General Catalyst pre-funds Commure's sales and marketing in exchange for customer revenue share
Commure has secured $200 million in growth financing through General Catalyst's Customer Value Fund (CVF) - a creative structure where GC pre-funds sales and marketing efforts in exchange for a capped share of acquired customer revenue, letting Commure scale without dilution or balance sheet risk. The healthcare AI infrastructure company, which now serves 130+ health systems and has doubled its ARR for three consecutive years to north of $200 million, is using the capital to meet surging demand for its full-stack platform spanning revenue cycle management, ambient AI documentation, and practice management. This marks a notable evolution in GC's healthcare AI strategy after their spectacular failure with Olive AI, the $4 billion automation startup that shuttered last year. Commure's been on an acquisition tear, scooping up Augmedix for $139 million and Memora Health more recently, while co-developing the nation's largest ambient AI rollout with HCA Healthcare. CEO Tanay Tandon expects IPO readiness within two years and cashflow positivity by mid-2026, though the company faces stiff competition from EMR giants building their own AI tools. The CVF structure essentially lets Commure offload S&M expenses while maintaining engineering investments on their balance sheet - a bet that their AI agents for billing workflows, clinical documentation, and patient engagement can capture meaningful share before Epic and others catch up.
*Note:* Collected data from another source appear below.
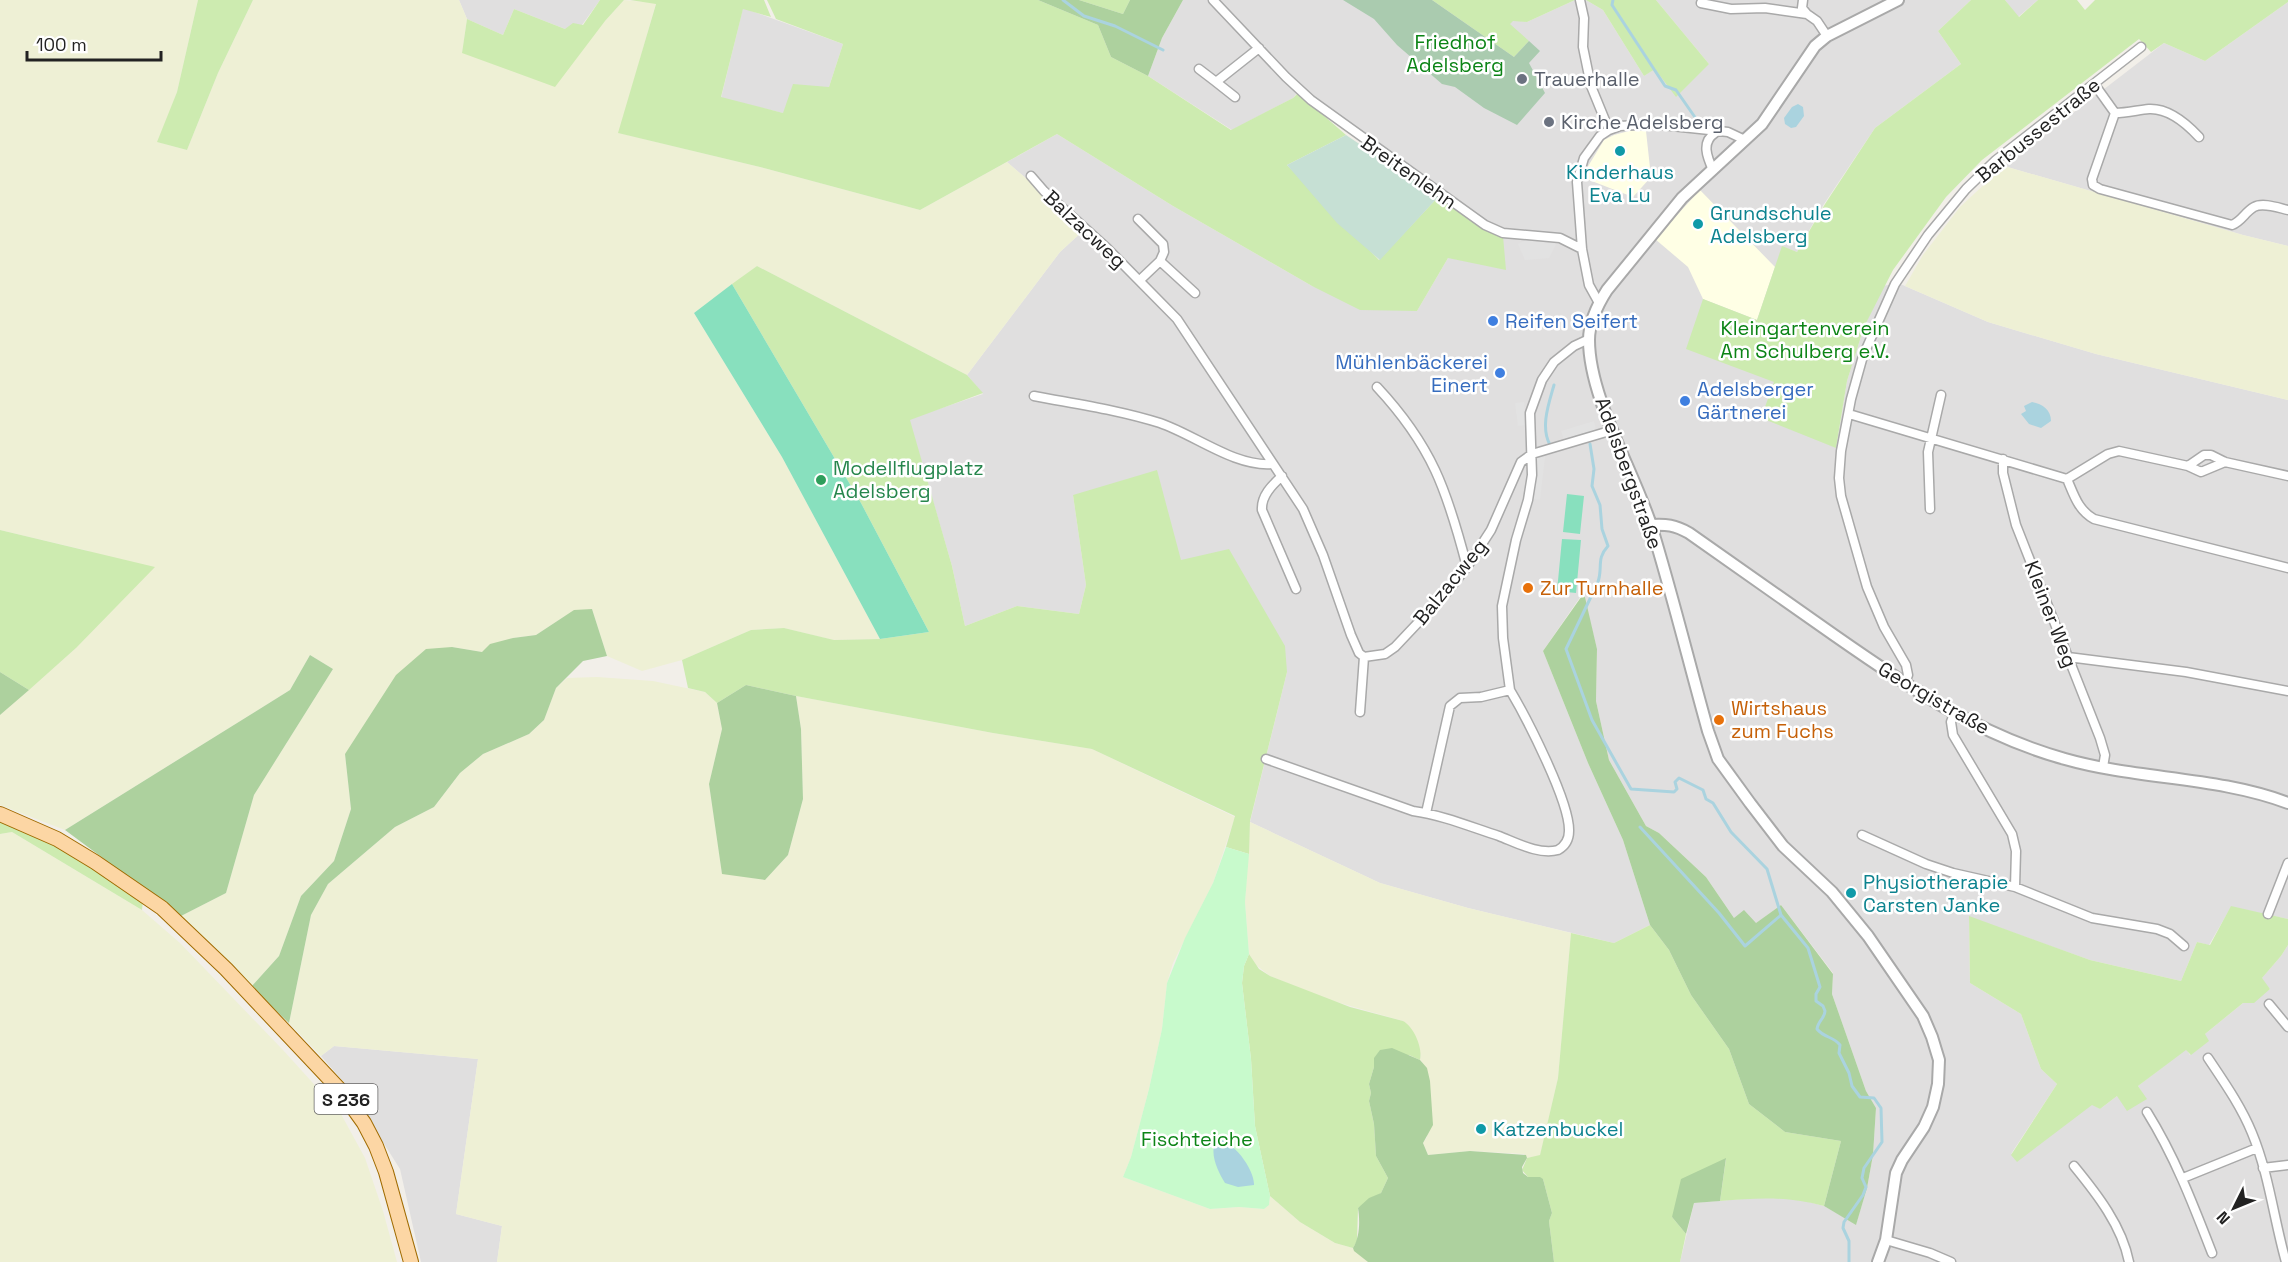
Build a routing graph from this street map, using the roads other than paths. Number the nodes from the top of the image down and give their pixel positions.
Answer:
1 (1213, 0) edge
2 (1580, 0) edge
3 (1803, 0) edge
4 (1898, 0) edge
5 (1701, 3) dead end
6 (1807, 14) junction
7 (1827, 36) junction
8 (2141, 47) dead end
9 (1259, 48) junction
10 (1199, 69) dead end
11 (1216, 82) junction
12 (2095, 85) junction
13 (1235, 97) dead end
14 (2115, 113) junction
15 (1609, 130) junction
16 (1715, 133) junction
17 (2199, 137) dead end
18 (1744, 141) junction
19 (1713, 170) junction
20 (1031, 176) dead end
21 (2288, 210) edge
22 (1138, 219) dead end
23 (1582, 249) junction
24 (1160, 261) junction
25 (1140, 280) junction
26 (1196, 293) dead end
27 (1599, 303) junction
28 (1589, 339) junction
29 (1377, 387) dead end
30 (1941, 394) dead end
31 (1034, 396) dead end
32 (1849, 414) junction
33 (1613, 430) junction
34 (1930, 437) junction
35 (1532, 454) junction
36 (2003, 459) junction
37 (2225, 462) junction
38 (1272, 464) junction
39 (2188, 466) junction
40 (1281, 476) junction
41 (2288, 476) edge
42 (2067, 479) junction
43 (1930, 509) dead end
44 (1651, 525) junction
45 (1467, 567) junction
46 (2288, 568) edge
47 (1296, 589) dead end
48 (1364, 657) junction
49 (2068, 657) junction
50 (1904, 684) junction
51 (1510, 690) junction
52 (2288, 691) edge
53 (1360, 712) dead end
54 (1954, 714) junction
55 (1266, 759) dead end
56 (2103, 767) junction
57 (2288, 803) edge
58 (1426, 813) junction
59 (0, 814) edge
60 (1862, 835) dead end
61 (2288, 863) edge
62 (2015, 887) junction
63 (2268, 914) dead end
64 (2184, 946) dead end
65 (2269, 1004) dead end
66 (2288, 1028) edge
67 (2208, 1058) dead end
68 (2146, 1112) dead end
69 (2257, 1148) junction
70 (2288, 1165) edge
71 (2074, 1166) dead end
72 (2263, 1168) junction
73 (2183, 1178) junction
74 (1886, 1240) junction
75 (2212, 1253) dead end
76 (411, 1262) edge
77 (1878, 1262) edge
78 (1952, 1262) edge
79 (2129, 1262) edge
80 (2286, 1262) edge

1 - 9 street, Breitenlehn
2 - 15 street
3 - 6 street
4 - 7 street, Adelsbergstraße
5 - 6 street
6 - 7 street
7 - 18 street, Adelsbergstraße
8 - 12 street, Barbussestraße
9 - 11 street
9 - 23 street, Breitenlehn
10 - 11 street
11 - 13 street
12 - 14 street
12 - 32 street, Barbussestraße
14 - 17 street
14 - 21 street
15 - 16 street
15 - 23 street
16 - 18 street
16 - 19 street
18 - 19 street, Adelsbergstraße
19 - 27 street, Adelsbergstraße
20 - 25 street, Balzacweg
22 - 24 street
23 - 27 street
24 - 25 street, Balzacweg
24 - 26 street
25 - 38 street, Balzacweg
27 - 28 street, Adelsbergstraße
28 - 33 street, Adelsbergstraße
28 - 35 street
29 - 45 street
30 - 34 street
31 - 38 street
32 - 34 street
32 - 50 street, Barbussestraße
33 - 35 street
33 - 44 street, Adelsbergstraße
34 - 36 street
34 - 43 street
35 - 45 street, Balzacweg
35 - 51 street
36 - 42 street
36 - 49 street, Kleiner Weg
37 - 39 street
37 - 39 street
37 - 41 street
38 - 40 street, Balzacweg
39 - 42 street
40 - 47 street
40 - 48 street, Balzacweg
42 - 46 street
44 - 50 street, Georgistraße
44 - 74 street, Adelsbergstraße
45 - 48 street, Balzacweg
48 - 53 street
49 - 52 street
49 - 56 street, Kleiner Weg
50 - 54 street, Georgistraße
51 - 58 street
51 - 58 street
54 - 56 street, Georgistraße
54 - 62 street
55 - 58 street
56 - 57 street, Georgistraße
59 - 76 main road, S 236
60 - 62 street
61 - 63 street
62 - 64 street
65 - 66 street
67 - 69 street
68 - 73 street
69 - 72 street
69 - 73 street
70 - 72 street
71 - 79 street
72 - 80 street
73 - 75 street
74 - 77 street, Adelsbergstraße
74 - 78 street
Biotech startup's computational approach targets flu's "Achilles' heel" sites that resist mutation
Centivax is pushing forward with its universal influenza vaccine candidate Centi-flu, which uses a clever "epitope focusing" technique to train the immune system on conserved viral regions that haven't changed since the 1918 pandemic. The South San Francisco-based startup, founded by Netflix's "Pandemic" documentary star Jacob Glanville, mixes ten representative flu strains dating back over a century but dilutes them so only the shared, conserved sites generate an immune response - essentially forcing antibodies to target the virus's evolutionary constraints rather than its mutable surface proteins. In preclinical studies, animals immunized with Centi-flu showed broad neutralizing antibodies spanning over 100 years of influenza evolution, including protection against the currently circulating H5N1 strain with pandemic potential and variants that didn't exist when testing began. The approach leverages computational immunology to identify these "Achilles' heel" sites that viruses can't easily mutate without losing their ability to infect cells. With backing from CEPI, Gates Foundation, NIH, and military research centers, Centivax is preparing for Phase 1 trials while also applying the same platform technology to COVID-19 and HIV vaccines - chasing the holy grail of broad-spectrum protection against rapidly mutating pathogens.